What to produce
Images are to be left out; everything else in the records gets copied exactly.

Records for this exercise

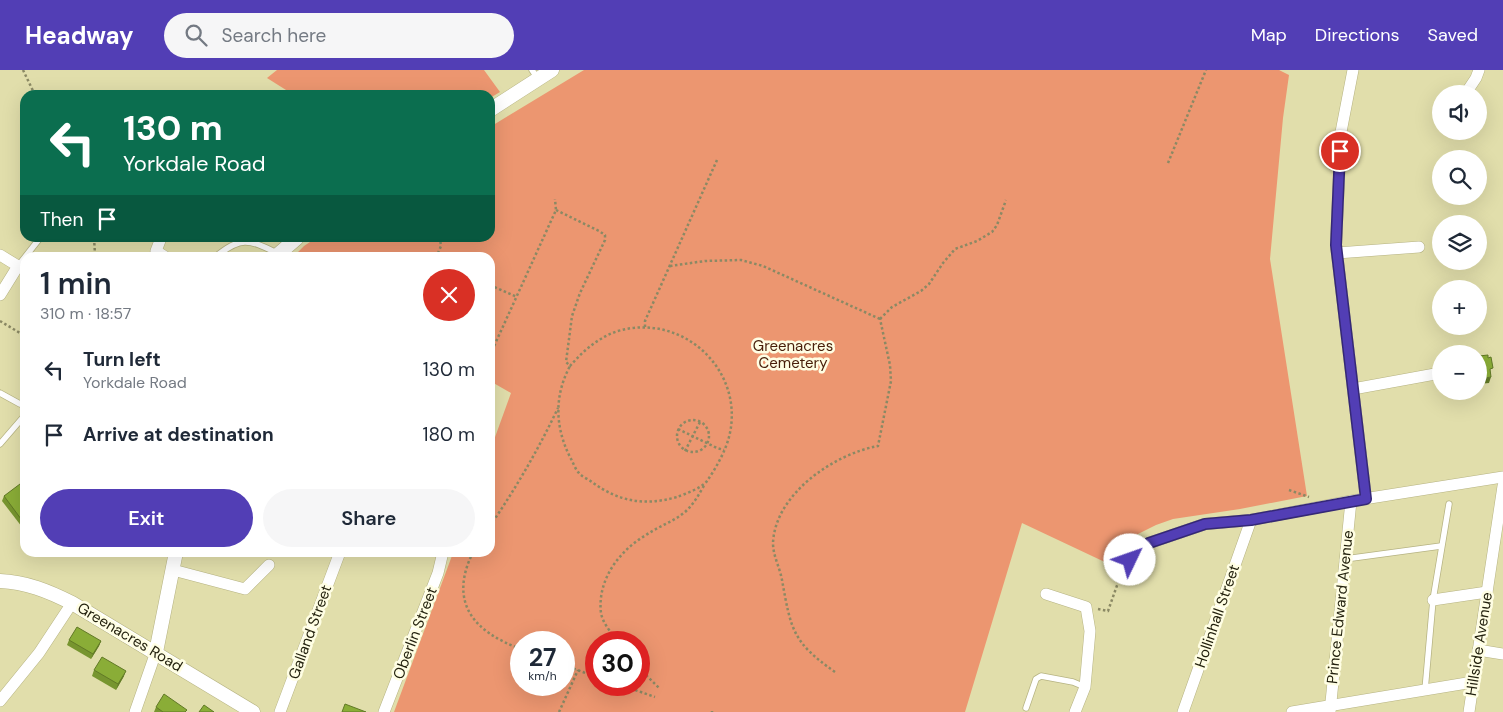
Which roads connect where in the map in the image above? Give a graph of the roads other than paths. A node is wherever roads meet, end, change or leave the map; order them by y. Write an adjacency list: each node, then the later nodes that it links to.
1 (552, 70): 4 (street)
2 (1353, 70): 16 (street)
3 (1479, 70): 5 (street)
4 (535, 75): 6 (street)
5 (1471, 85)
6 (495, 106)
7 (37, 242): 12 (lane)
8 (242, 242): 13 (lane)
9 (249, 242): 14 (lane)
10 (292, 242): 15 (street)
11 (1419, 247): 16 (street)
12 (29, 252)
13 (221, 252)
14 (270, 252)
15 (279, 252)
16 (1337, 253): 22 (street)
17 (0, 255): 19 (street)
18 (20, 263): 19 (lane)
19 (18, 266): 20 (street)
20 (0, 295)
21 (1432, 375): 22 (street)
22 (1353, 389): 29 (street)
23 (0, 392): 24 (lane)
24 (20, 404)
25 (20, 421): 26 (lane)
26 (0, 444)
27 (1503, 477): 29 (street)
28 (1503, 486): 42 (street, Hillside Avenue)
29 (1366, 499): 30 (street)
30 (1351, 501): 32 (street); 37 (street, Prince Edward Avenue)
31 (1449, 504): 33 (lane)
32 (1251, 520): 38 (street); 60 (street, Hollinhall Street)
33 (1441, 546): 37 (lane); 44 (lane)
34 (175, 557): 40 (street)
35 (338, 557): 57 (street, Galland Street)
36 (442, 557): 58 (street, Oberlin Street)
37 (1345, 559): 54 (street, Prince Edward Avenue)
38 (1130, 560)
39 (269, 564): 40 (street)
40 (173, 570): 47 (street)
41 (0, 582): 45 (street, Greenacres Road)
42 (1487, 592): 44 (street); 46 (street, Hillside Avenue)
43 (1046, 594): 50 (street)
44 (1433, 600): 51 (lane)
45 (72, 603): 47 (street, Greenacres Road); 52 (street)
46 (1478, 650): 48 (street); 49 (street, Hillside Avenue)
47 (156, 652): 55 (street); 56 (street, Greenacres Road)
48 (1503, 654)
49 (1474, 682): 51 (street); 62 (street, Hillside Avenue)
50 (1084, 687): 53 (lane); 59 (street)
51 (1425, 690): 54 (street)
52 (0, 701)
53 (1026, 708)
54 (1330, 709): 61 (street)
55 (135, 712)
56 (254, 712)
57 (280, 712)
58 (384, 712)
59 (1075, 712)
60 (1183, 712)
61 (1292, 712)
62 (1469, 712)

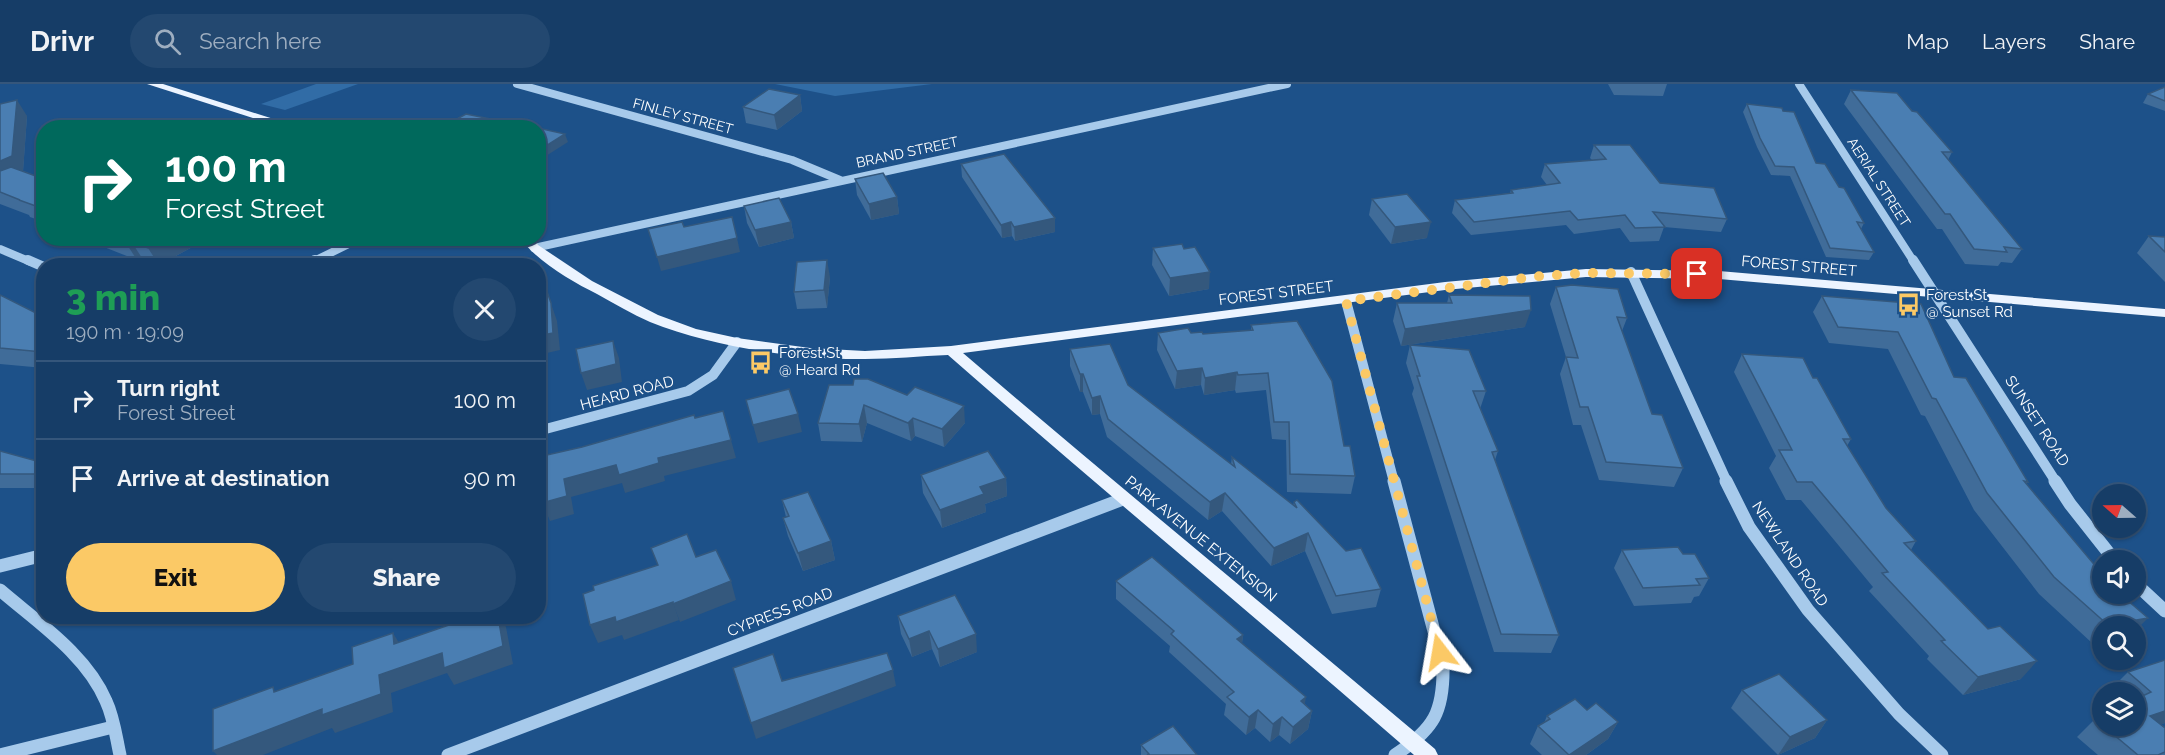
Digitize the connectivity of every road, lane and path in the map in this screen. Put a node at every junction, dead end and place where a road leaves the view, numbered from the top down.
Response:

Response to the task
Which roads connect where in the map in the image above? Give a graph of the roads other than paths. A node is wherever roads meet, end, change or leave the map; order them by y. Write an adjacency list: each node, then the later nodes that it links to.
1 (552, 70): 4 (street)
2 (1353, 70): 16 (street)
3 (1479, 70): 5 (street)
4 (535, 75): 6 (street)
5 (1471, 85)
6 (495, 106)
7 (37, 242): 12 (lane)
8 (242, 242): 13 (lane)
9 (249, 242): 14 (lane)
10 (292, 242): 15 (street)
11 (1419, 247): 16 (street)
12 (29, 252)
13 (221, 252)
14 (270, 252)
15 (279, 252)
16 (1337, 253): 22 (street)
17 (0, 255): 19 (street)
18 (20, 263): 19 (lane)
19 (18, 266): 20 (street)
20 (0, 295)
21 (1432, 375): 22 (street)
22 (1353, 389): 29 (street)
23 (0, 392): 24 (lane)
24 (20, 404)
25 (20, 421): 26 (lane)
26 (0, 444)
27 (1503, 477): 29 (street)
28 (1503, 486): 42 (street, Hillside Avenue)
29 (1366, 499): 30 (street)
30 (1351, 501): 32 (street); 37 (street, Prince Edward Avenue)
31 (1449, 504): 33 (lane)
32 (1251, 520): 38 (street); 60 (street, Hollinhall Street)
33 (1441, 546): 37 (lane); 44 (lane)
34 (175, 557): 40 (street)
35 (338, 557): 57 (street, Galland Street)
36 (442, 557): 58 (street, Oberlin Street)
37 (1345, 559): 54 (street, Prince Edward Avenue)
38 (1130, 560)
39 (269, 564): 40 (street)
40 (173, 570): 47 (street)
41 (0, 582): 45 (street, Greenacres Road)
42 (1487, 592): 44 (street); 46 (street, Hillside Avenue)
43 (1046, 594): 50 (street)
44 (1433, 600): 51 (lane)
45 (72, 603): 47 (street, Greenacres Road); 52 (street)
46 (1478, 650): 48 (street); 49 (street, Hillside Avenue)
47 (156, 652): 55 (street); 56 (street, Greenacres Road)
48 (1503, 654)
49 (1474, 682): 51 (street); 62 (street, Hillside Avenue)
50 (1084, 687): 53 (lane); 59 (street)
51 (1425, 690): 54 (street)
52 (0, 701)
53 (1026, 708)
54 (1330, 709): 61 (street)
55 (135, 712)
56 (254, 712)
57 (280, 712)
58 (384, 712)
59 (1075, 712)
60 (1183, 712)
61 (1292, 712)
62 (1469, 712)

Digitize the connectivity of every road, lane and path in the map in this screen. Put a node at every junction, dead end and place where a road leaves the view, numbered from the top down.
Response:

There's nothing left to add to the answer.